Мне не раз случалось слышать, что пережившие ужасный кошмар люди седеют за одну ночь. Со мной ничего подобного не случилось. Мои мягкие светлые волосы, который так любила собственноручно расчёсывать мама и ласково трепать отец, седина не тронула. Они просто посерели от пыли и сбились колтуном.
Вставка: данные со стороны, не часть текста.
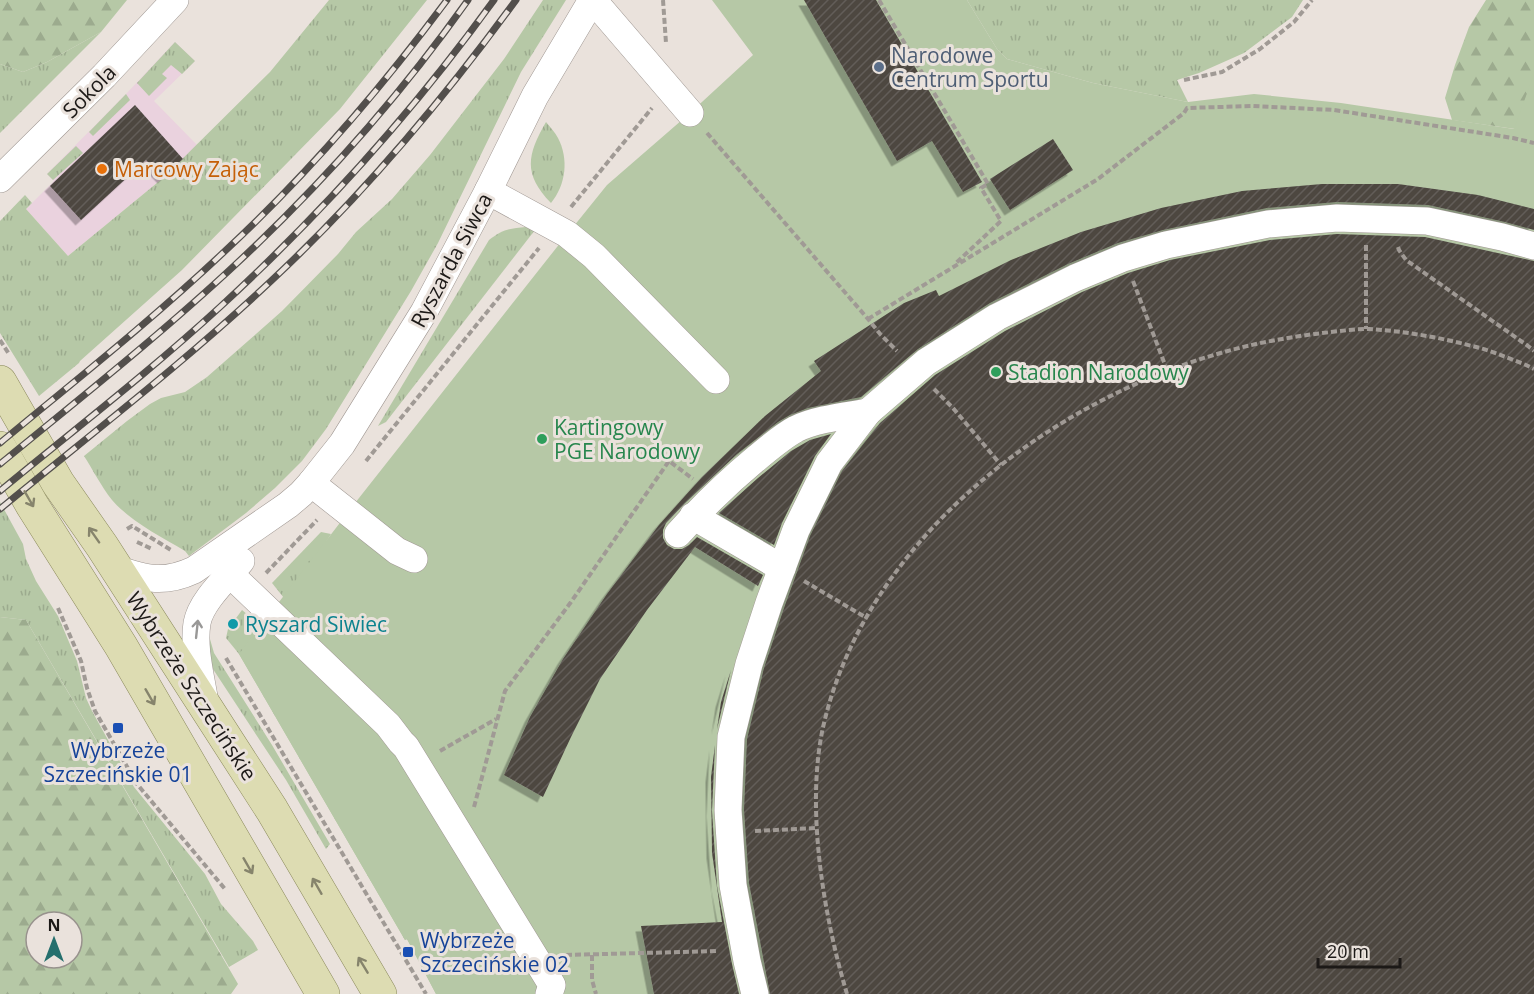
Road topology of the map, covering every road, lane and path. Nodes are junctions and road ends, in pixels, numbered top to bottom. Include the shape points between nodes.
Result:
1 (175, 0) edge
2 (592, 0) edge
3 (663, 0) edge
4 (879, 0) edge
5 (1312, 0) edge
6 (666, 44) dead end
7 (1184, 80) dead end
8 (669, 88) junction
9 (690, 113) joint
10 (1534, 143) edge
11 (0, 179) edge
12 (488, 191) junction
13 (555, 226) junction
14 (1534, 246) edge
15 (1366, 256) dead end
16 (1415, 267) dead end
17 (950, 269) junction
18 (1140, 300) dead end
19 (868, 319) junction
20 (1366, 329) junction
21 (881, 335) dead end
22 (1534, 351) edge
23 (1534, 369) edge
24 (1167, 370) junction
25 (716, 380) dead end
26 (0, 381) edge
27 (953, 408) dead end
28 (868, 412) junction
29 (0, 448) edge
30 (1000, 465) junction
31 (362, 466) dead end
32 (311, 483) junction
33 (697, 483) dead end
34 (335, 501) junction
35 (288, 505) junction
36 (414, 560) dead end
37 (116, 569) junction
38 (792, 574) junction
39 (239, 583) junction
40 (56, 604) dead end
41 (865, 617) junction
42 (206, 708) junction
43 (498, 718) junction
44 (416, 764) junction
45 (817, 828) junction
46 (752, 831) dead end
47 (465, 843) junction
48 (226, 891) dead end
49 (729, 950) dead end
50 (561, 955) dead end
51 (592, 955) junction
52 (323, 994) edge
53 (380, 994) edge
54 (549, 994) edge
55 (596, 994) edge
56 (755, 994) edge
57 (847, 994) edge

1 - 11 street, Sokola
2 - 8 street
2 - 12 street, Ryszarda Siwca via 535,96
3 - 6 path
4 - 17 path via 988,184 981,188 1001,221
5 - 7 path via 1294,22 1260,49 1222,72
8 - 9 street
8 - 13 path
9 - 19 path
10 - 17 path via 1334,110 1187,108 1098,178
12 - 13 street
12 - 32 street, Ryszarda Siwca via 424,312 342,444
13 - 25 street via 594,256
13 - 31 path
14 - 28 street via 1427,221 1337,218 1268,225 1166,245 1075,278 997,317 927,362
15 - 20 path
16 - 22 path
17 - 19 path
18 - 24 path
19 - 21 path
20 - 23 path via 1474,346
20 - 24 path via 1261,342
24 - 30 path via 1080,412
37 -> 26 main road, Wybrzeże Szczecińskie via 58,483
27 - 30 path
28 - 38 street via 829,463 796,530
28 - 38 street via 796,429 731,479 686,525
29 -> 52 main road, Wybrzeże Szczecińskie via 121,646
30 - 41 path via 929,532
32 - 34 street
32 - 35 street, Ryszarda Siwca
33 - 43 path via 669,461 505,692
34 - 36 street
34 - 39 path
35 - 37 street, Ryszarda Siwca via 182,576 142,578
35 - 39 street, Ryszarda Siwca
37 - 42 main road, Wybrzeże Szczecińskie
38 - 41 path
38 - 56 street via 769,603 731,736 728,810 733,885
42 -> 39 street, Ryszarda Siwca via 196,641 198,621 204,606
39 - 44 street via 388,725
40 - 48 path via 81,661 95,711 137,784
41 - 45 path via 841,667 824,720 816,774
53 -> 42 main road, Wybrzeże Szczecińskie via 272,810
43 - 44 path
43 - 47 path
44 - 47 street
45 - 46 path
45 - 57 path via 824,892
47 - 54 street via 552,985
49 - 51 path
50 - 51 path
51 - 55 path

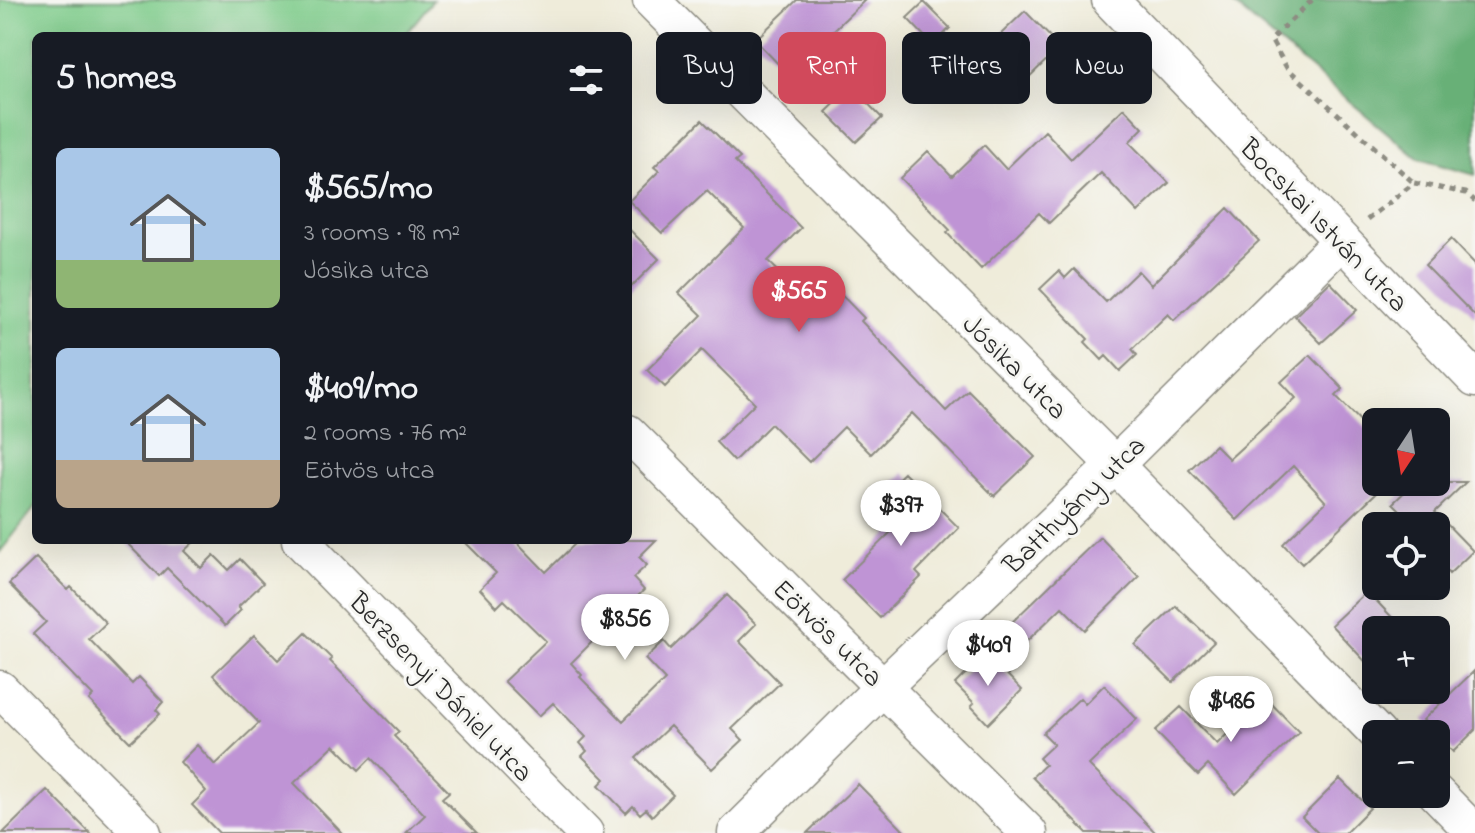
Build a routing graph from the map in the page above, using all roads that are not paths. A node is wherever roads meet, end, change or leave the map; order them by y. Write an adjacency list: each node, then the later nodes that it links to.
1 (651, 0): 6 (street, Jósika utca)
2 (1110, 0): 3 (street, Bocskai István utca)
3 (1341, 241): 4 (street, Bocskai István utca); 6 (street, Batthyány utca)
4 (1475, 379)
5 (632, 437): 8 (street, Eötvös utca)
6 (1115, 465): 8 (street, Batthyány utca); 10 (street, Jósika utca)
7 (304, 544): 13 (street, Berzsenyi Dániel utca)
8 (884, 686): 14 (street, Batthyány utca); 15 (street, Eötvös utca)
9 (0, 689): 12 (street)
10 (1364, 720)
11 (1450, 807): 16 (street)
12 (143, 833)
13 (585, 833)
14 (736, 833)
15 (1029, 833)
16 (1475, 833)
«Надо привести себя в порядок», ‑ это была, пожалуй, первая разумная мысль, вяло шевельнувшаяся в мой голове. Я не хотел походить на занявшее отцовский кабинет чудовище, лет двести не менявшее свой замызганный плащ.

Конечно, я не смог затопить нашу «римскую» баню с большим бассейном. Я просто не знал, как это делается. Пришлось воспользоваться огромным корытом на кухне, в котором раньше кипятили бельё, и, как мне не раз случалось видеть, служанки купали своих ребятишек.

Смыв грязь и кровь, я почувствовал себя немного лучше. Свою грязную одежду я сжёг в печке — всю, до последнего клочка, благо, в опустевшем замке одежды было предостаточно. Со временем, конечно, я научился её стирать, штопать, и даже перешивать на свой размер взрослые вещи. Но всё это было потом.

В мире вечных сумерек наступала ночь — и он становился ещё более враждебным и страшным. Спать где попало — там, где сваливала с ног усталость — дальше было невозможно. Каким-то образом надо было выбрать место для нормального ночлега. Я не допускал мысли о том, чтобы вернуться в свою комнату. Слишком близко находился бывший отцовский кабинет, превращённый сейчас в лабораторию чёрного мага. Побродив по замку, я решил приютиться на ночь в расположенной рядом с кухней комнате прислуги — она менее других помещений была залита кровью.